[Collected data entries]

------------------------------------------------------------

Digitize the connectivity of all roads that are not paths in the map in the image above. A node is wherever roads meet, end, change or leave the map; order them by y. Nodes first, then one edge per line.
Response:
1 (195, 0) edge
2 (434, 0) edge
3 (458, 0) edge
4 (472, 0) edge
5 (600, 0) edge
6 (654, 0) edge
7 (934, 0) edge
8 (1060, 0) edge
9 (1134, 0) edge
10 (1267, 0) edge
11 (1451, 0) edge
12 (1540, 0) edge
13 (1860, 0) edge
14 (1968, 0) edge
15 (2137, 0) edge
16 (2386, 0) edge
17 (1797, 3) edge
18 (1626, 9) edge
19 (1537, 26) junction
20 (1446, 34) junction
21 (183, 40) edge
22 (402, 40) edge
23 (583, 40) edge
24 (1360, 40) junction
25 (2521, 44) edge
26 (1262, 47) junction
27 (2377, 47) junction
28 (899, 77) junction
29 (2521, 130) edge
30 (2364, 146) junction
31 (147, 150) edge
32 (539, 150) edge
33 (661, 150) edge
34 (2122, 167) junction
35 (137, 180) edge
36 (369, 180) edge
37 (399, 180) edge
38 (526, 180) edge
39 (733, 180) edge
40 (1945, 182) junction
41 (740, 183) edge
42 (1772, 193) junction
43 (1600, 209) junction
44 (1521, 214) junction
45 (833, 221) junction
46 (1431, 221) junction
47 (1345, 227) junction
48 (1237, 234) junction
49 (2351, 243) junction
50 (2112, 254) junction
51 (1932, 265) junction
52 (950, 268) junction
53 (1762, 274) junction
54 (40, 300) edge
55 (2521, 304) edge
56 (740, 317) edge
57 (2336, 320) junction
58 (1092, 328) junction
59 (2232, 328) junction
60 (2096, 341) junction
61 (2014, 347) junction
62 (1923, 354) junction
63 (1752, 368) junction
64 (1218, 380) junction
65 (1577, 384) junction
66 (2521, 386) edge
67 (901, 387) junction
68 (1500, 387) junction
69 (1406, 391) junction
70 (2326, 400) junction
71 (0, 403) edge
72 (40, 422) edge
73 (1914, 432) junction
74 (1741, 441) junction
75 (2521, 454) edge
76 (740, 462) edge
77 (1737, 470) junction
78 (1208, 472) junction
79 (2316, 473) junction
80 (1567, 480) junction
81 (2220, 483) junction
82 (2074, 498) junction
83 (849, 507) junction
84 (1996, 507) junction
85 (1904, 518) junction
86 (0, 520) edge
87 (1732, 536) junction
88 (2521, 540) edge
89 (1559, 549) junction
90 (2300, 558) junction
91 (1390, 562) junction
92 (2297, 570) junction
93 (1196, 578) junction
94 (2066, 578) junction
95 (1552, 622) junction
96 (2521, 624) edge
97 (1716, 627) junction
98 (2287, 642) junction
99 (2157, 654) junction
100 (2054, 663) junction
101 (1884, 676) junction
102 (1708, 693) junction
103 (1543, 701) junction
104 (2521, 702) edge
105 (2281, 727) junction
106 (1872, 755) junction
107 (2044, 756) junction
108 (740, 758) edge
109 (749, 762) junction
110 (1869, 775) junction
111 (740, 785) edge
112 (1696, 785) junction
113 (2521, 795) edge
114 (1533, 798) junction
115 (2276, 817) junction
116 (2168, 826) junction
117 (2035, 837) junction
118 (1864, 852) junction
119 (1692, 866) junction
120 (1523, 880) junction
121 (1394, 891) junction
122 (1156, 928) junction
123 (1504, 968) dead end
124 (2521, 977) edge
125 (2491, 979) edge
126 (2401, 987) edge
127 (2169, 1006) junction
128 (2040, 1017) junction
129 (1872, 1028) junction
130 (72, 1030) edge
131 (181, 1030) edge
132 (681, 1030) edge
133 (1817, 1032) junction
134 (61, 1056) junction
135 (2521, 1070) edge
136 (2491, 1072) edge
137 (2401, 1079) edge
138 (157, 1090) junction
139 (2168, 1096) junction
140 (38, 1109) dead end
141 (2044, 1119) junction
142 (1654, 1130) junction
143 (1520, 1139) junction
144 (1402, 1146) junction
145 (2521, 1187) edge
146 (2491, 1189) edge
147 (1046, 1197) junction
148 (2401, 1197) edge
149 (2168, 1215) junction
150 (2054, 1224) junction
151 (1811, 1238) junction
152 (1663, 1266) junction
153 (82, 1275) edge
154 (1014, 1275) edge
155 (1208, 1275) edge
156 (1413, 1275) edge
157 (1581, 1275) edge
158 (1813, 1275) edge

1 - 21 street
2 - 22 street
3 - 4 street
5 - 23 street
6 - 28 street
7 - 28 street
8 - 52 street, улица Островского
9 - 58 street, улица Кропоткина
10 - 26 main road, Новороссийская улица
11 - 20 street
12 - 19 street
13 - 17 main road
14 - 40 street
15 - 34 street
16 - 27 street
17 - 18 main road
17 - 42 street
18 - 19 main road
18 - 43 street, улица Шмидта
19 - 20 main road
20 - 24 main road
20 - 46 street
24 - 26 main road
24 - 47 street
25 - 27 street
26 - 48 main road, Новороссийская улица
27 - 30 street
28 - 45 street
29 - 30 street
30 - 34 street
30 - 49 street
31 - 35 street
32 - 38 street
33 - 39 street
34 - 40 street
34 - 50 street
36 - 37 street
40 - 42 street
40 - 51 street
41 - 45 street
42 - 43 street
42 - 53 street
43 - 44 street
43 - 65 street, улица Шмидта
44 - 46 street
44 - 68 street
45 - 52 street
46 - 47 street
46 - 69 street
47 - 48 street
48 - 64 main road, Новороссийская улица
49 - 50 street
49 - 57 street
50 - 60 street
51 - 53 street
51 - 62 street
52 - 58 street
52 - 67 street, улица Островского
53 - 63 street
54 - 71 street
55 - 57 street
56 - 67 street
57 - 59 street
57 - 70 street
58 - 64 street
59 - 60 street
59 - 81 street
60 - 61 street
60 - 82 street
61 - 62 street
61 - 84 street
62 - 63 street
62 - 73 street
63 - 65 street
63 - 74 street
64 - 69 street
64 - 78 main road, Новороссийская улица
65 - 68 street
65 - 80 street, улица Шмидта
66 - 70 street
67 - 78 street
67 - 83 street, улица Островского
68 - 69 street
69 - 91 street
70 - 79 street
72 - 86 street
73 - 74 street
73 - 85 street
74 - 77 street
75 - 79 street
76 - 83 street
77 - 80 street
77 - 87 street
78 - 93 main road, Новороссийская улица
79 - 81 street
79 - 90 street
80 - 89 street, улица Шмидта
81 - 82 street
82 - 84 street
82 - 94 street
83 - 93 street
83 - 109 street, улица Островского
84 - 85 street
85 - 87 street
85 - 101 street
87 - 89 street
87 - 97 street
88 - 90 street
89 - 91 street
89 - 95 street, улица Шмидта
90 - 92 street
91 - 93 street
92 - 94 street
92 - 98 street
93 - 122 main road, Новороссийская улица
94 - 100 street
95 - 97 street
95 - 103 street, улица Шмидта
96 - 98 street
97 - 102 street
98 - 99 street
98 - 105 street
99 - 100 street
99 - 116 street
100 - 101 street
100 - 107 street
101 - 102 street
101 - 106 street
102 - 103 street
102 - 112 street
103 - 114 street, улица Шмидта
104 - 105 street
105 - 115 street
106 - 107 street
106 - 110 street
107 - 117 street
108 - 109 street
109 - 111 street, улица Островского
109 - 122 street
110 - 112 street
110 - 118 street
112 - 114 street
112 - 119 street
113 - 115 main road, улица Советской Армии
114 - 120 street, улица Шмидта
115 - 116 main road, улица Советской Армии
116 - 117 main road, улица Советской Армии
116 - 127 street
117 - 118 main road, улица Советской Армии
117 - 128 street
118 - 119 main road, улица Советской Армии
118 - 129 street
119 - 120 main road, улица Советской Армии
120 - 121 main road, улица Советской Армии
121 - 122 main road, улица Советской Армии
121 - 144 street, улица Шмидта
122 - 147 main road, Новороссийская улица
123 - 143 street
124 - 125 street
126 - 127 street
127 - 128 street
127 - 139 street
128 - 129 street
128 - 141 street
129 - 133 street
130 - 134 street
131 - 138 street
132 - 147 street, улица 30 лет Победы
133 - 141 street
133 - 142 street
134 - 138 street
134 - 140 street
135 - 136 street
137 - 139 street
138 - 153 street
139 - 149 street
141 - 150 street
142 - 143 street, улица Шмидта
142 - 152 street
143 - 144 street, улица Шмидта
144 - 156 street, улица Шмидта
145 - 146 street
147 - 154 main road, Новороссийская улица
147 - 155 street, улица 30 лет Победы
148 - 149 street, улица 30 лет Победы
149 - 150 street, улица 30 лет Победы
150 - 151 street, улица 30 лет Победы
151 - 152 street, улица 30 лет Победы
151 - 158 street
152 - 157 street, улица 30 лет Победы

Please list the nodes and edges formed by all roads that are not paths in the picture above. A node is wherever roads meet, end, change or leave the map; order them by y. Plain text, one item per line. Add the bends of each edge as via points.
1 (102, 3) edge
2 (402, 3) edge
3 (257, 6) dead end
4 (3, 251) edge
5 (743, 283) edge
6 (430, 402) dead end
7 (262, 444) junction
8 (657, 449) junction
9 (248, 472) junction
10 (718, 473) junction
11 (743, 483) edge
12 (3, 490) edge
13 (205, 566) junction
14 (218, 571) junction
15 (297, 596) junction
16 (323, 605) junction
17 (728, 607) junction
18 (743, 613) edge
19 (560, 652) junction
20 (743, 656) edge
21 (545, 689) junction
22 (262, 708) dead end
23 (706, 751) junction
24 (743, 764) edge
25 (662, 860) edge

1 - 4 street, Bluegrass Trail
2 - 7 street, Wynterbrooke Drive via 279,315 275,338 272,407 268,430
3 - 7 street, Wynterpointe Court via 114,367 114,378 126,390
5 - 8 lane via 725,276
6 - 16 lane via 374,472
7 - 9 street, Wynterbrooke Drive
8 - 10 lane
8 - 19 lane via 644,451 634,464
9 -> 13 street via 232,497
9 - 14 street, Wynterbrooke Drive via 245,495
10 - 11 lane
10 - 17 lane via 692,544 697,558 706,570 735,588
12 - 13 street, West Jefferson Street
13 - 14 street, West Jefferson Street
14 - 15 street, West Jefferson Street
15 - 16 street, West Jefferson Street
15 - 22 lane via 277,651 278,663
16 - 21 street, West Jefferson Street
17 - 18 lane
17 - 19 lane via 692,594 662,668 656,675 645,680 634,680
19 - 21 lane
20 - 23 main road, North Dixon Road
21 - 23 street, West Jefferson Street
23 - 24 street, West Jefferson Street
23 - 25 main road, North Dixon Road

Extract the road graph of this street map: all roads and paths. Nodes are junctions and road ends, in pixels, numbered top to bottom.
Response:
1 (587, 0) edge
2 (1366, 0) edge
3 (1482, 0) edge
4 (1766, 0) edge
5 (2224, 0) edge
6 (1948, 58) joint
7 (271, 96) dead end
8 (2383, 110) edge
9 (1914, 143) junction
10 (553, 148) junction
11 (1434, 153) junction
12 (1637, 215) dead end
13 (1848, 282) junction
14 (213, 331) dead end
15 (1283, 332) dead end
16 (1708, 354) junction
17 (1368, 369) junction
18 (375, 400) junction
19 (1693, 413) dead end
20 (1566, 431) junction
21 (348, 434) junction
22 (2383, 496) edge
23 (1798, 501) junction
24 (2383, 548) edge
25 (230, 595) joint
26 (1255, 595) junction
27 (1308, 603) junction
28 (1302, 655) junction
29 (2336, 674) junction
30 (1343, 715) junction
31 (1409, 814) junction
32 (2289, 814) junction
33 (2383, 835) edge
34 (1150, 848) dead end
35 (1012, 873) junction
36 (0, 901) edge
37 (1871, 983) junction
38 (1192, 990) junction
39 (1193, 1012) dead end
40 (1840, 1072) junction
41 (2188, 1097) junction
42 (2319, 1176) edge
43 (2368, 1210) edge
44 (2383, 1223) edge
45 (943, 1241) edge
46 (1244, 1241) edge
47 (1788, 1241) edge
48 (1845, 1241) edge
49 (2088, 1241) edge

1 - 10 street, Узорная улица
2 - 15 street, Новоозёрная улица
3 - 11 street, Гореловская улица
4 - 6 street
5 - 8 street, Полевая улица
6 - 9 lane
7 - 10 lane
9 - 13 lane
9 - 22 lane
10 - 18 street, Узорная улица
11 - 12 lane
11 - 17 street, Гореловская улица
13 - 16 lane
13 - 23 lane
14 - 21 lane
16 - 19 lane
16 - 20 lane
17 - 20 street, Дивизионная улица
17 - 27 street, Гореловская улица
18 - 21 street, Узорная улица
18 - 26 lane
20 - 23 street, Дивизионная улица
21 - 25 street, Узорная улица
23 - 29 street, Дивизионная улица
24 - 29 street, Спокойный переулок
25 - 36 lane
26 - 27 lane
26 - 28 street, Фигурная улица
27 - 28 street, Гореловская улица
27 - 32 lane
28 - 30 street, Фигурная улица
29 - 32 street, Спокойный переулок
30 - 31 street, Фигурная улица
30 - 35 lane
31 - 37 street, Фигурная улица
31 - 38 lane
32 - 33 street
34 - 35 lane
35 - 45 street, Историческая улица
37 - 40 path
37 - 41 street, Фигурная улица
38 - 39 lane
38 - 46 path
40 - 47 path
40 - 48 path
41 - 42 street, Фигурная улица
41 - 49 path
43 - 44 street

------------------------------------------------------------

* _What is required_:
Could you report how many lines in the data above include the word "North"? Give the number and nothing more.

* _Task solution_:
2